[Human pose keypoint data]
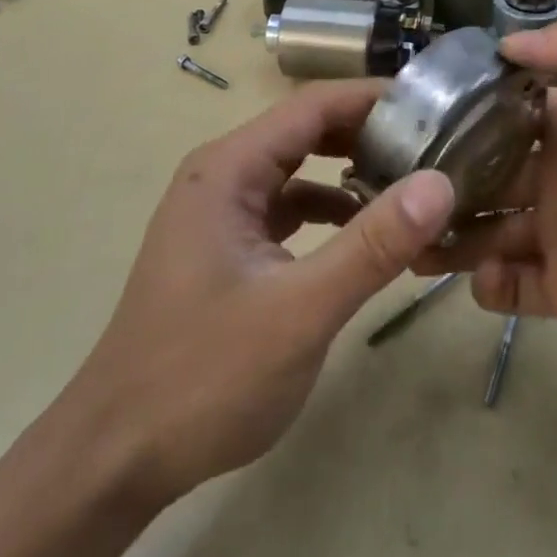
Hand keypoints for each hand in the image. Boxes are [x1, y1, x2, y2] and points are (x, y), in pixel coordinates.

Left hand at [62, 81, 454, 508]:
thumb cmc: (203, 378)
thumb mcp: (300, 310)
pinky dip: (331, 213)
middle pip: (307, 131)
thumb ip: (372, 245)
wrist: (116, 458)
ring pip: (300, 171)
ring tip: (414, 186)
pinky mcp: (228, 249)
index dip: (375, 98)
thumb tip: (440, 183)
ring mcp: (222, 214)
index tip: (438, 107)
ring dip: (353, 174)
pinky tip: (367, 237)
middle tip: (437, 147)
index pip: (314, 106)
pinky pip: (289, 210)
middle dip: (371, 134)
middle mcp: (222, 176)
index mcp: (229, 170)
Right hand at [421, 18, 556, 380]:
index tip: (409, 110)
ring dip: (446, 232)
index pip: (501, 109)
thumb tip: (507, 43)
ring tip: (408, 236)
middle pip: (480, 171)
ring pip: (483, 230)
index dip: (459, 107)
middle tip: (386, 182)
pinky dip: (487, 285)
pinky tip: (482, 277)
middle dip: (438, 174)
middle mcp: (556, 175)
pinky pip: (511, 288)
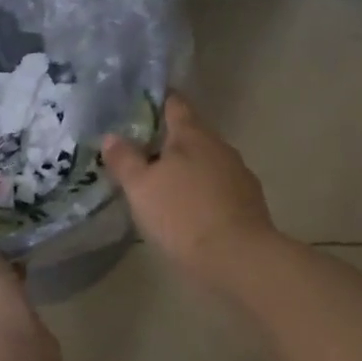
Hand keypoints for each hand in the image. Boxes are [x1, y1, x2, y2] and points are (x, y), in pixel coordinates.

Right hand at [103, 93, 277, 284]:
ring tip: (164, 186)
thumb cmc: (184, 215)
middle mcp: (219, 145)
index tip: (141, 105)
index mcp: (192, 134)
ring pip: (207, 161)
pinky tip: (191, 212)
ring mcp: (239, 173)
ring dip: (188, 169)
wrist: (240, 259)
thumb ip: (125, 160)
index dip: (158, 101)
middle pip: (191, 133)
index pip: (175, 103)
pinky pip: (220, 187)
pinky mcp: (250, 202)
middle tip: (143, 152)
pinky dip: (204, 192)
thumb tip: (111, 136)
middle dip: (169, 141)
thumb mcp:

[Directions for this task]:
Reproduce the records in full and leave the images behind.

[Result for this task]:
Hand keypoints for each hand in the image. Boxes are [x1, y1, x2, y2] and points are (x, y), in pixel coordinates.

Left hand at [62, 81, 454, 508]:
thumb cmc: (203, 378)
thumb mcp: (300, 310)
pinky dip: (331, 213)
middle pip: (307, 131)
thumb ip: (372, 245)
wrist: (116, 458)
ring pip: (300, 171)
ring tip: (414, 186)
pinky mcp: (228, 249)
index dip: (375, 98)
thumb tip: (440, 183)
ring mcp: (222, 214)
index tip: (438, 107)
ring dip: (353, 174)
pinky tip: (367, 237)
middle tip: (437, 147)
index pip: (314, 106)
pinky pip: (289, 210)
middle dip: (371, 134)
middle mcp: (222, 176)
index mcp: (229, 170)
Right hand at [421, 18, 556, 380]:
index tip: (409, 110)
ring dip: (446, 232)
index pip: (501, 109)
thumb tip: (507, 43)
ring tip: (408, 236)
middle pip: (480, 171)
ring pip: (483, 230)
index dip: (459, 107)
middle tip: (386, 182)
pinky dip: (487, 285)
pinky tip: (482, 277)
middle dip: (438, 174)
middle mcp: (556, 175)
pinky pip: (511, 288)
Hand keypoints for each hand in the image. Boxes are [x1, y1, x2, y2] and points are (x, y), in pixel coordinates.

Right hand at [103, 93, 277, 284]:
ring tip: (164, 186)
thumb cmc: (184, 215)
middle mcp: (219, 145)
index tip: (141, 105)
index mcp: (192, 134)
ring pip: (207, 161)
pinky tip: (191, 212)
ring mcp: (239, 173)
ring dip: (188, 169)
wrist: (240, 259)
thumb ip: (125, 160)
index dip: (158, 101)
middle pip: (191, 133)
index pip: (175, 103)
pinky pip: (220, 187)
pinky mcp: (250, 202)
middle tip: (143, 152)
pinky dip: (204, 192)
thumb tip: (111, 136)
middle dip: (169, 141)
thumb mcp:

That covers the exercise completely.